EU strengthens its foreign investment screening framework
The EU has today published its updated rules on foreign investment screening, strengthening its ability to identify and collectively address risks stemming from foreign investments to the Union’s security and public order. The updated framework will enhance the protection of critical sectors, assets and technologies in a coherent way, while maintaining the EU’s general openness to foreign investment.
The updated rules introduce mandatory screening mechanisms in all Member States, ensuring a more robust approach to screening foreign investments. The Regulation broadens the coverage and now includes, among others, indirect foreign investment. It also extends screening to EU-based investors that are ultimately controlled by an individual or entity from a non-EU country. It introduces a minimum scope for national screening mechanisms, including investments in sensitive and strategic areas such as dual-use items, critical technologies, critical raw materials, financial services, transport, energy, and electoral infrastructure.

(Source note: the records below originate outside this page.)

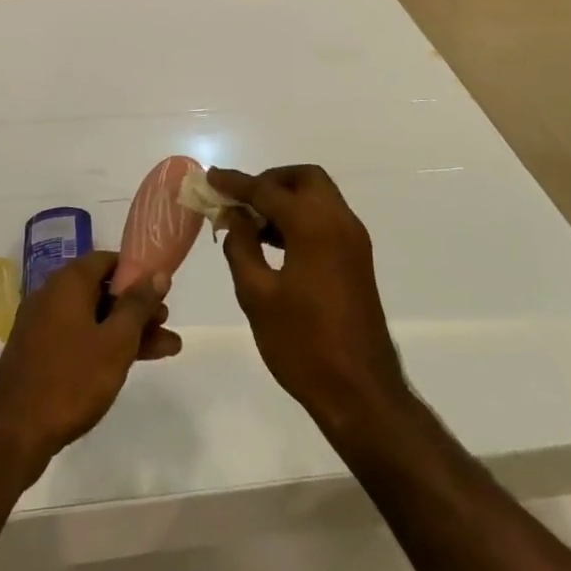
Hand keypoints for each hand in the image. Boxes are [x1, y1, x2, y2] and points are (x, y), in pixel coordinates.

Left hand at [0, 250, 180, 476]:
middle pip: (103, 291)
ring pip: (93, 318)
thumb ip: (138, 305)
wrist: (11, 434)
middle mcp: (52, 294)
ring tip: (165, 350)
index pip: (109, 260)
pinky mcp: (38, 352)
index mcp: (69, 282)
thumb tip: (158, 273)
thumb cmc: (71, 379)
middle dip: (137, 308)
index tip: (161, 290)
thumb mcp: (116, 341)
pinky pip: (79, 337)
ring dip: (127, 331)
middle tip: (166, 324)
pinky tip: (128, 364)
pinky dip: (104, 345)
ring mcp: (42, 325)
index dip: (138, 272)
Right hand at [209, 166, 407, 435]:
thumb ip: (241, 246)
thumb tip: (235, 216)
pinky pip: (326, 218)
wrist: (360, 392)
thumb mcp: (257, 295)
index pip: (268, 189)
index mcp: (315, 226)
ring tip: (250, 223)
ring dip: (285, 199)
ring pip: (318, 197)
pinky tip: (274, 242)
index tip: (210, 178)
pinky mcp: (356, 259)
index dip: (236, 183)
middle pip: (304, 179)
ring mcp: (353, 240)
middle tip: (240, 200)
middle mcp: (339, 222)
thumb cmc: (303, 344)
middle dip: (269, 182)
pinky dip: (300, 216)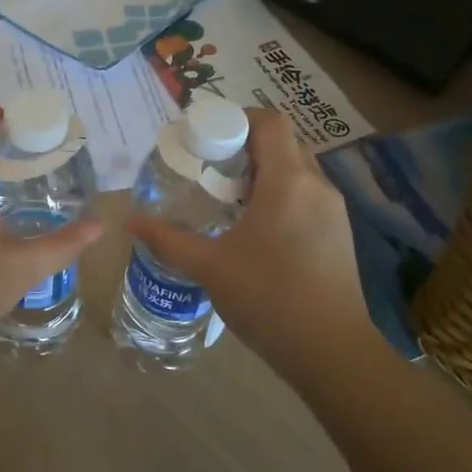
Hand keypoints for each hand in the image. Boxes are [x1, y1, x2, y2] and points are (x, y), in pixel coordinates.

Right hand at [127, 108, 373, 376]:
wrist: (331, 352)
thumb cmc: (268, 298)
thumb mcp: (209, 266)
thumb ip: (167, 239)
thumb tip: (130, 221)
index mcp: (288, 181)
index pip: (270, 122)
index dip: (238, 119)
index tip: (208, 140)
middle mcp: (317, 186)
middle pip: (283, 143)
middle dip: (246, 148)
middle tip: (211, 171)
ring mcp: (334, 211)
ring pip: (297, 172)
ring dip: (264, 174)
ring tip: (229, 202)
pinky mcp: (340, 235)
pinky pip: (308, 197)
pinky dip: (281, 197)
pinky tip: (257, 232)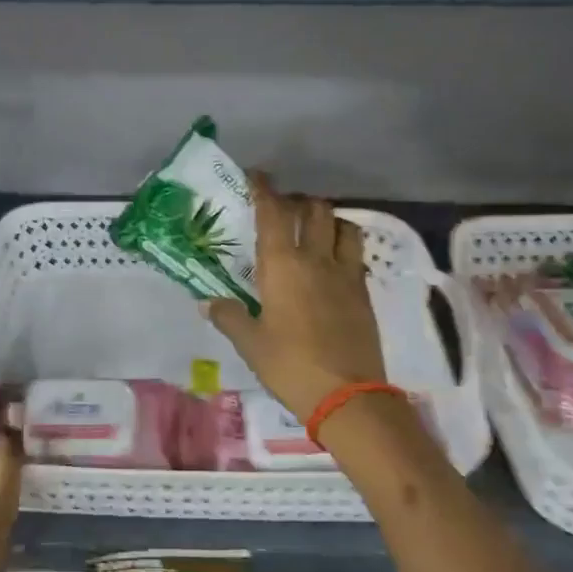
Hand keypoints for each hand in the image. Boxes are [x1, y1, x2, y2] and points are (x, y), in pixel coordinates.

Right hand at [203, 171, 388, 420]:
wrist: (348, 395)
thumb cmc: (290, 366)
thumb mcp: (251, 344)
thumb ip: (230, 317)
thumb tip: (209, 303)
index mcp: (282, 266)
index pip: (273, 213)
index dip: (264, 190)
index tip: (257, 176)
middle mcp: (316, 259)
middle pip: (314, 210)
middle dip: (298, 201)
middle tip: (284, 209)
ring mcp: (345, 273)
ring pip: (343, 225)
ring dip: (328, 218)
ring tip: (316, 228)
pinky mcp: (364, 291)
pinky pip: (356, 253)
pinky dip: (345, 244)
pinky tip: (334, 260)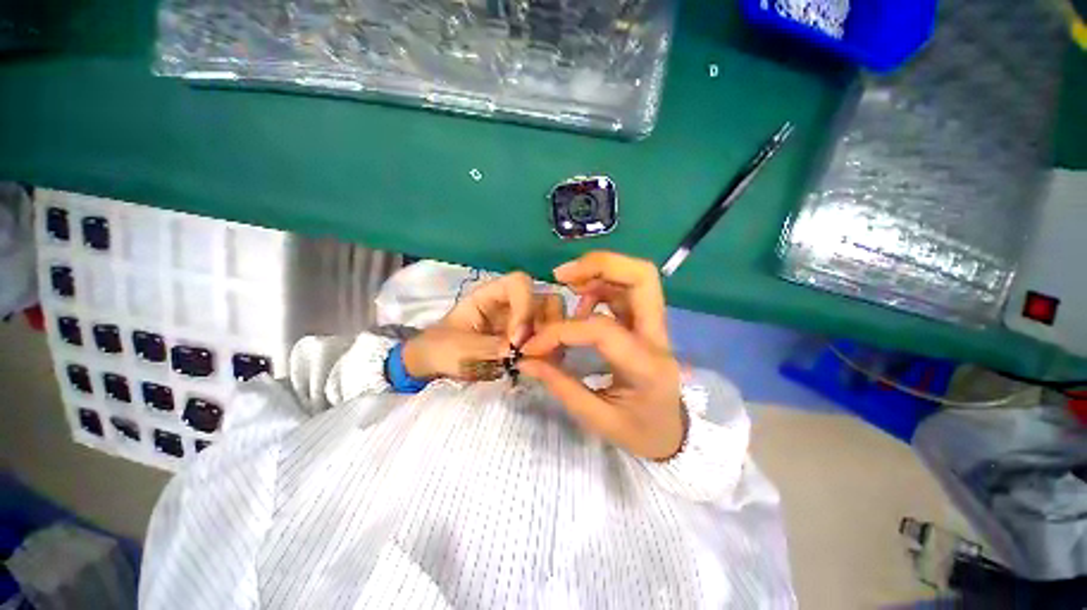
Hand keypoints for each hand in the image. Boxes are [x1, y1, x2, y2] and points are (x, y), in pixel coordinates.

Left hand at [403, 272, 564, 380]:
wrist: (437, 365)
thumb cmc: (441, 348)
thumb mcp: (459, 348)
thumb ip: (490, 347)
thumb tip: (519, 350)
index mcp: (490, 295)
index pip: (519, 283)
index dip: (525, 307)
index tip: (517, 340)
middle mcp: (512, 304)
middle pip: (546, 300)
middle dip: (545, 326)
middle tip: (532, 352)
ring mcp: (522, 321)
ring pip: (553, 319)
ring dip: (549, 340)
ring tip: (534, 361)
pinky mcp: (527, 339)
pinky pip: (548, 339)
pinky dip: (548, 351)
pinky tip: (536, 365)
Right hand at [519, 252, 683, 459]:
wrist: (674, 434)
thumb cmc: (639, 432)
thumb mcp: (598, 419)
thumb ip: (560, 385)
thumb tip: (526, 358)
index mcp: (646, 366)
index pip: (601, 330)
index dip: (560, 331)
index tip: (532, 345)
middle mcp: (657, 337)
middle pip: (642, 277)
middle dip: (600, 265)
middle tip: (562, 275)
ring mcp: (655, 326)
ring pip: (636, 277)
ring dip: (598, 271)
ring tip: (567, 284)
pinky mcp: (646, 323)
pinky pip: (626, 290)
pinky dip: (601, 285)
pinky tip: (581, 301)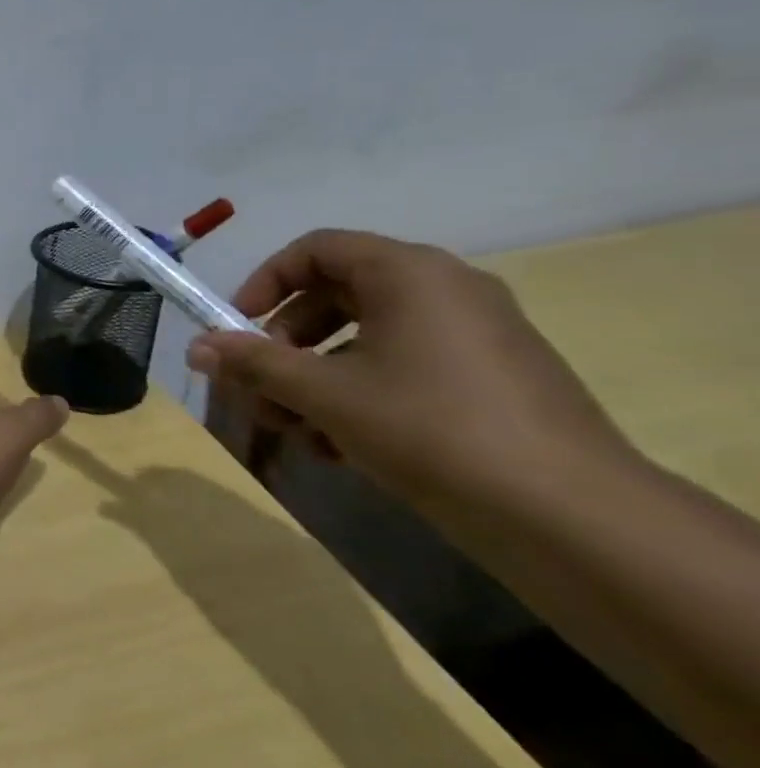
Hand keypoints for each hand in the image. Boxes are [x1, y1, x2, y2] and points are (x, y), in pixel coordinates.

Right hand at [187, 230, 630, 498]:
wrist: (571, 517)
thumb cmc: (429, 428)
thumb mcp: (324, 393)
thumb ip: (254, 364)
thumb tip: (195, 348)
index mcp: (408, 273)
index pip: (315, 250)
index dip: (264, 283)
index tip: (237, 328)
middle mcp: (445, 290)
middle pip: (336, 296)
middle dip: (285, 344)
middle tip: (258, 386)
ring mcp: (474, 336)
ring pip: (366, 340)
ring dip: (315, 378)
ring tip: (292, 429)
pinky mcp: (490, 380)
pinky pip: (404, 368)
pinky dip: (360, 395)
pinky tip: (337, 448)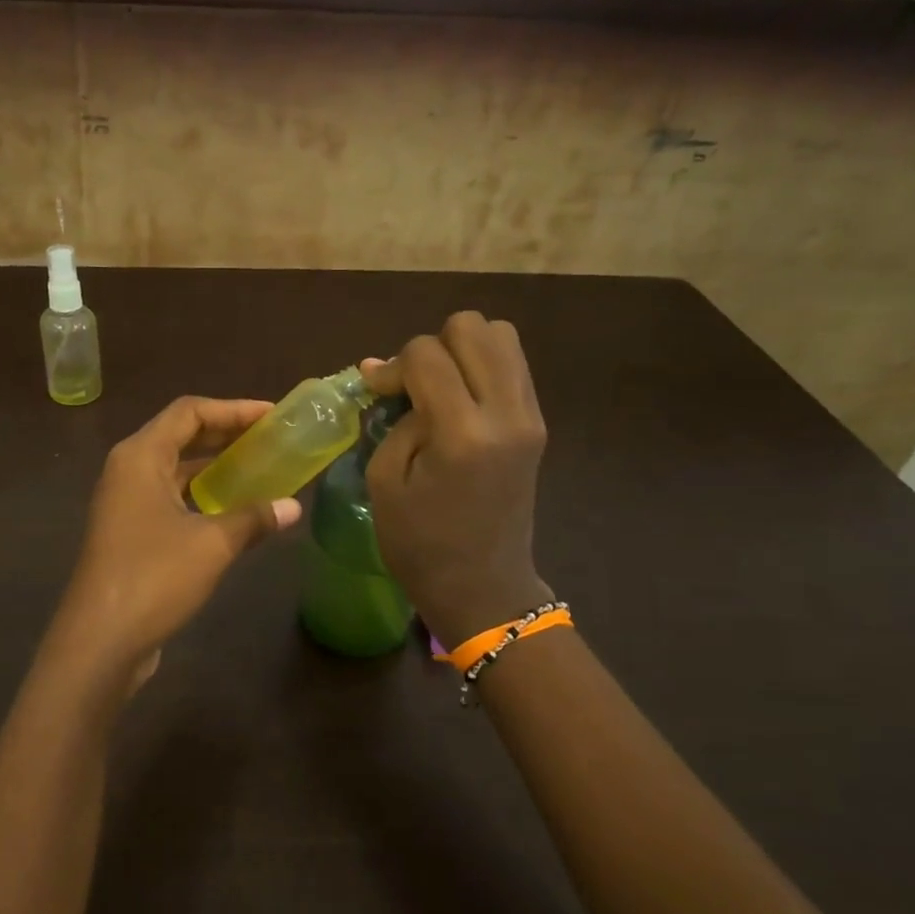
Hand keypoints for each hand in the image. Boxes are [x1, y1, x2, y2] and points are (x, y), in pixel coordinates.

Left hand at [53, 397, 301, 680]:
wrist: (101, 640)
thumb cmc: (154, 577)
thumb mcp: (212, 543)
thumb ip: (254, 518)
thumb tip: (293, 507)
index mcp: (140, 457)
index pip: (189, 412)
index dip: (233, 408)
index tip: (272, 416)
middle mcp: (128, 471)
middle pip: (181, 436)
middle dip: (226, 434)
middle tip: (271, 439)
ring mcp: (125, 504)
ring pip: (176, 471)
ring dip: (215, 468)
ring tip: (260, 470)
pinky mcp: (130, 534)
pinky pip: (171, 499)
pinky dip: (202, 497)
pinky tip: (234, 511)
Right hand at [362, 312, 551, 644]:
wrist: (483, 586)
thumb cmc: (420, 545)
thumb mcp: (385, 481)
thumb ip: (392, 419)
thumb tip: (387, 374)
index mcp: (462, 433)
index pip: (426, 354)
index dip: (392, 366)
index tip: (377, 393)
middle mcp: (506, 413)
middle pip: (473, 327)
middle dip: (432, 346)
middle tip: (412, 386)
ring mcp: (530, 415)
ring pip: (501, 336)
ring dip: (462, 350)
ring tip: (438, 388)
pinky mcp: (537, 424)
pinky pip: (512, 366)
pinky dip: (482, 367)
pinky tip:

The updated framework also sets a common minimum level of harmonisation on procedural aspects, such as timelines for national screening processes. It also establishes a filtering criteria to ensure that only cases that present high risks to security and public order are notified under the EU cooperation mechanism and reinforces transparency through better information-sharing on the outcomes of national screening procedures.
The updated Foreign Investment Screening Regulation will enter into force 20 days after its publication today in the Official Journal. EU Member States will have 18 months to implement the Regulation’s minimum requirements.
Maros Šefčovič, EU Commissioner for Trade and Economic Security, said: “The revised foreign investment screening framework is another significant step in the EU’s efforts to further reinforce our economic security toolbox. It allows the EU and its Member States to identify and address risks stemming from foreign investments that may affect security or public order, while safeguarding critical technologies, infrastructure and the resilience of supply chains. At the same time, it preserves the EU’s openness to foreign investment and helps keep it a safe and attractive place to do business.”